RPT Blog: Shin Splints
Shin splints are not fun. Every long distance runner knows the pain. You’re in the middle of a 5 mile run, doing great, beating your mile time. Then all of a sudden the bottom of the foot and the middle of your leg start to burn. Though a common problem, shin splint can lead to a stress fracture if not properly treated. Here are a few tips to prevent this injury from getting in the way of your schedule:
Don’t go too far too fast. The most common reason shin splints The most common reason runners get shin splints is by increasing their mileage or time too quickly. “Too far too fast” is a common mistake that beginner runners make. Stick to the 10% rule – don’t increase mileage or time more than 10% per week.
Keep good running mechanics to prevent injury. Land properly on the food and keeping the toes parallel with help relieve pressure put on the legs.
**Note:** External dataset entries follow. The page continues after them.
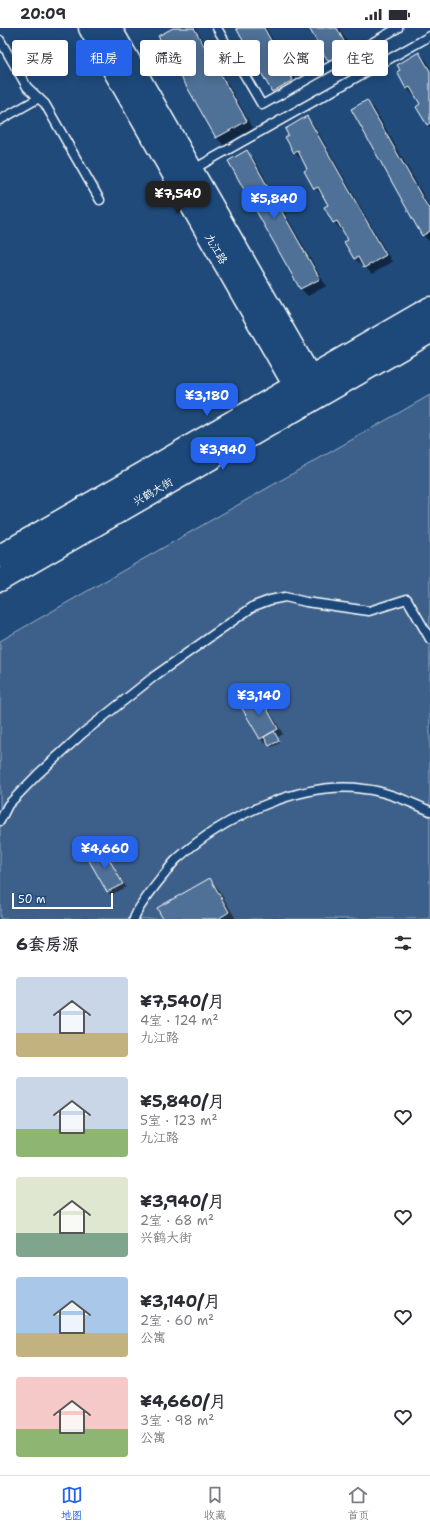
<!DOCTYPE html>
<html lang="zh">
<meta charset="utf-8">
<style>
body{margin:0;font-family:"Shantell Sans","LXGW WenKai TC",sans-serif;background:#f2f2f3;color:#2b2b33;height:100vh;display:flex;flex-direction:column;font-size:15px;white-space:nowrap}
*{box-sizing:border-box;margin:0}
p{font-size:13px;color:#7c7c81}
.icon{flex:none;width:22px;height:22px;fill:none;stroke:currentColor;stroke-width:2;stroke-linecap:round;stroke-linejoin:round}
.map{position:relative;height:891px;overflow:hidden}
.drawer{display:flex;flex-direction:column;background:#fff;flex:1}
.drawer>*{flex:none}
.hud{position:absolute;left:12px;top:12px;width:406px;height:36px;display:flex;gap:8px}
.scale{position:absolute;left:12px;bottom:10px;width:101px;box-sizing:border-box;padding-left:4px;border:2px solid #fff;border-top:0;font-size:11px;line-height:14px;white-space:nowrap;color:#fff;-webkit-text-stroke:3px #1f4a7a;paint-order:stroke}
.price{position:absolute;translate:-50% -34px;padding:0 9px;border-radius:8px;background:#2563eb;color:#fff;font-size:13px;line-height:26px;filter:drop-shadow(0 1px 2px #0008)}
.price::after{content:'';position:absolute;left:50%;top:24px;width:12px;height:9px;margin-left:-6px;background:inherit;clip-path:polygon(0 0,100% 0,50% 100%)}
.price.active{background:#222;color:#fff}
ul{padding:0;list-style:none}
li{display:flex;align-items:center;gap:12px;height:100px;padding:0 16px}
li span{display:grid;place-items:center;flex:none;width:112px;height:80px;border-radius:4px;color:#555}
li>.icon{margin-inline-start:auto}
span .icon{width:48px;height:48px;fill:#fffc;stroke-width:1}
li b{font-size:17px}
h2{display:flex;justify-content:space-between;align-items:center;height:48px;padding:0 16px;font-size:17px}
.tag{padding:0 14px;border-radius:4px;background:#fff;box-shadow:0 2px 10px #0003;font-size:14px;line-height:36px}
.tag.active{background:#2563eb;color:#fff}
.status{display:flex;justify-content:space-between;align-items:center;height:28px;padding:0 20px;background:#fff;direction:ltr}
.status svg{height:11px;fill:currentColor}
.menu{display:flex;justify-content:space-around;align-items:center;height:56px;border-top:1px solid #e1e1e2;background:#fff;font-size:11px;color:#7c7c81}
.menu a{display:grid;justify-items:center;gap:2px}
.menu .active{color:#2563eb}
.map>svg:first-child{display:block}
</style>
<div class="status"><b>20:09</b><svg viewBox="0 0 49 12"><path d="M0 12V9h3v3zM5 12V6h3v6zM10 12V3h3v9zM15 12V0h3v12zM26 1h20v11H26zM47 4h2v5h-2z"/></svg></div>
<div class="map">
<svg width="430" height="891" viewBox="0 0 430 891">
<rect width="100%" height="100%" fill="#1f4a7a"/>
<filter id="ink" filterUnits="userSpaceOnUse"><feTurbulence type="fractalNoise" baseFrequency=".025" numOctaves="2"/><feDisplacementMap in="SourceGraphic" scale="8" xChannelSelector="R" yChannelSelector="G"/><feConvolveMatrix kernelMatrix="1 2 1 2 8 2 1 2 1" color-interpolation-filters="sRGB"/></filter>
<g filter="url(#ink)">
<path fill="#3c618b" stroke="#9eb0c5" d="M430,367v524h-430v-278z"/>
<path fill="#0007" d="M175,0h21l57,100 -29,17 -7,-7 -57,-102z
M237,0h29l34,59 -20,11 -7,-7z
M310,0h29l16,28 -20,11 -7,-7z
M419,25l7,7 4,7v60l-3,-3 -6,-19 -6,-10 -1,1 -7,-8z
M367,73l7,7 56,99v35l-7,-7z
M307,89l7,8 78,137 -20,12 -9,-9 -1,1 -7,-8 -6,-18 -6,-11 -2,1 -7,-8 -8,-15 4,-2 -7,-10h-1l-7,-7 -6,-19 -6,-10 -1,1 -7,-7z
M247,124l7,7 72,127 -18,10 -7,-7 -72,-127z
M259,667l5,6 19,33 -6,4 3,5 -8,4 -4,-4 -2,1 -6,-5z
M103,821l3,4 20,34 -15,8 -3,-3 -20,-35z
M210,851l7,8 19,32h-72z"/>
<path fill="#507197" stroke="#fff" d="M173,0h21l53,93 -31,17 -58,-102z
M236,0h28l29,52 -21,12z
M309,0h28l11,21 -20,12z
M419,24l11,19v52l-3,2 -11,-18 4,-3 -10,-17 -4,2 -9,-17 3,-2 -3,-5z
M367,72l63,111v20l-8,5 -71,-127z
M307,88l79,139 -22,13 -6,-11 -4,2 -10,-17 4,-2 -11,-19 -4,2 -9,-16 4,-2 -10,-18 -4,2 -10,-18 3,-2 -9,-18 -4,2 -9,-16 3,-2 -3,-6z
M247,122l73,129 -20,10 -72,-128z
M259,666l19,35 -18,10 -20,-34z
M274,703l5,10 -10,5 -5,-9z
M103,820l20,36 -16,8 -20,-35z
M210,850l19,34 -11,7h-55l-6,-11z"/>
<g fill="none" stroke-linecap="round" stroke-linejoin="round">
<defs>
<path id="lane" d="M217,0l45,77 136,-77
M0,12l27,47 18,17 55,96
M0,92l39,-22
M192,142l238,-134
M0,793l8,-16 30,-31 45,-41 73,-58 98,-69 16,-6 15,-3 21,5 63,9 38,-12 23,40
M134,891c3,-11 21,-33 29,-43 5,-6 9,-13 15,-18 46,-41 124,-78 186,-69 21,2 47,13 66,22"/>
<path id="secondary" d="M90,0l205,358
M110,0l200,349
M0,528l430,-248
M0,552l430,-248"/>
</defs>
<use href="#lane" stroke="#fff" stroke-width="11"/>
<use href="#secondary" stroke="#fff" stroke-width="25"/>
<use href="#lane" stroke="#1f4a7a" stroke-width="8"/>
<use href="#secondary" stroke="#1f4a7a" stroke-width="22"/>
</g>
</g>
<g text-anchor="middle" dominant-baseline="central" stroke-width="3" stroke-linejoin="round" paint-order="stroke">
<g font-size="11" fill="#fff" stroke="#1f4a7a">
<text transform="translate(216 221) rotate(60)">九江路</text>
<text transform="translate(153 464) rotate(-30)">兴鹤大街</text>
</g>
</g>
</svg>
<div class="scale">50 m</div>
<b class="price active" style="left:178px;top:187px">¥7,540</b>
<b class="price" style="left:274px;top:192px">¥5,840</b>
<b class="price" style="left:207px;top:389px">¥3,180</b>
<b class="price" style="left:223px;top:443px">¥3,940</b>
<b class="price" style="left:259px;top:689px">¥3,140</b>
<b class="price" style="left:105px;top:842px">¥4,660</b>
<div class="hud">
<a class="tag">买房</a>
<a class="tag active">租房</a>
<a class="tag">筛选</a>
<a class="tag">新上</a>
<a class="tag">公寓</a>
<a class="tag">住宅</a>
</div>
</div>
<section class="drawer">
<h2>6套房源<svg class="icon" aria-label="filters" viewBox="0 0 24 24"><path d="M4 7h16M4 17h16"/><circle cx="9" cy="7" r="2"/><circle cx="15" cy="17" r="2"/></svg></h2>
<ul>
<li><span style="background:linear-gradient(#c9d6e8 70%,#c2b280 0)"><svg class="icon" aria-label="home" viewBox="0 0 24 24"><path d="M3 11l9-7 9 7M6 9v11h12V9"/></svg></span><div><b>¥7,540/月</b><p>4室 · 124 m²</p><p>九江路</p></div><svg class="icon" aria-label="heart" viewBox="0 0 24 24"><path d="M12 20l-8-8c-3-5 5-10 8-4 3-6 11-1 8 4z"/></svg></li>
<li><span style="background:linear-gradient(#c9d6e8 65%,#8fb573 0)"><svg class="icon" aria-label="home" viewBox="0 0 24 24"><path d="M3 11l9-7 9 7M6 9v11h12V9"/></svg></span><div><b>¥5,840/月</b><p>5室 · 123 m²</p><p>九江路</p></div><svg class="icon" aria-label="heart" viewBox="0 0 24 24"><path d="M12 20l-8-8c-3-5 5-10 8-4 3-6 11-1 8 4z"/></svg></li>
<li><span style="background:linear-gradient(#dfe7d0 70%,#7fa58c 0)"><svg class="icon" aria-label="home" viewBox="0 0 24 24"><path d="M3 11l9-7 9 7M6 9v11h12V9"/></svg></span><div><b>¥3,940/月</b><p>2室 · 68 m²</p><p>兴鹤大街</p></div><svg class="icon" aria-label="heart" viewBox="0 0 24 24"><path d="M12 20l-8-8c-3-5 5-10 8-4 3-6 11-1 8 4z"/></svg></li>
<li><span style="background:linear-gradient(#a9c7e8 70%,#c2b280 0)"><svg class="icon" aria-label="home" viewBox="0 0 24 24"><path d="M3 11l9-7 9 7M6 9v11h12V9"/></svg></span><div><b>¥3,140/月</b><p>2室 · 60 m²</p><p>公寓</p></div><svg class="icon" aria-label="heart" viewBox="0 0 24 24"><path d="M12 20l-8-8c-3-5 5-10 8-4 3-6 11-1 8 4z"/></svg></li>
<li><span style="background:linear-gradient(#f6c9c9 65%,#8fb573 0)"><svg class="icon" aria-label="home" viewBox="0 0 24 24"><path d="M3 11l9-7 9 7M6 9v11h12V9"/></svg></span><div><b>¥4,660/月</b><p>3室 · 98 m²</p><p>公寓</p></div><svg class="icon" aria-label="heart" viewBox="0 0 24 24"><path d="M12 20l-8-8c-3-5 5-10 8-4 3-6 11-1 8 4z"/></svg></li>
</ul>
</section>
<nav class="menu">
<a class="active"><svg class="icon" aria-label="map" viewBox="0 0 24 24"><path d="M3 6l6-2 6 2 6-2v14l-6 2-6-2-6 2zM9 4v14M15 6v14"/></svg>地图</a>
<a><svg class="icon" aria-label="saved" viewBox="0 0 24 24"><path d="M7 4h10v16l-5-4-5 4z"/></svg>收藏</a>
<a><svg class="icon" aria-label="home" viewBox="0 0 24 24"><path d="M3 11l9-7 9 7M6 9v11h12V9"/></svg>首页</a>
</nav>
Do adequate cross training. Take a day off in the middle of the week to do some squats or lunges. Strong leg muscles will decrease the chance of shin splints.
Have proper footwear: Most runner would agree that having good shoes is the most important part of the sport. Be sure to properly lace and fit your shoes. Come in to RPT to get your gait analysis checked out to pick the best shoe.
Keep in mind some people are more prone to shin splints than others. Women and people with higher Body Mass Indexes (BMI) and less running experience. It could just be your genetics.
If you are experiencing shin splints, rest. Don’t push yourself through the pain, as that can lead to more problems. Instead, ice the area, do active rest, and look into better, more proper fitting shoes. Give your body time to heal and you’ll be out on the trail in no time.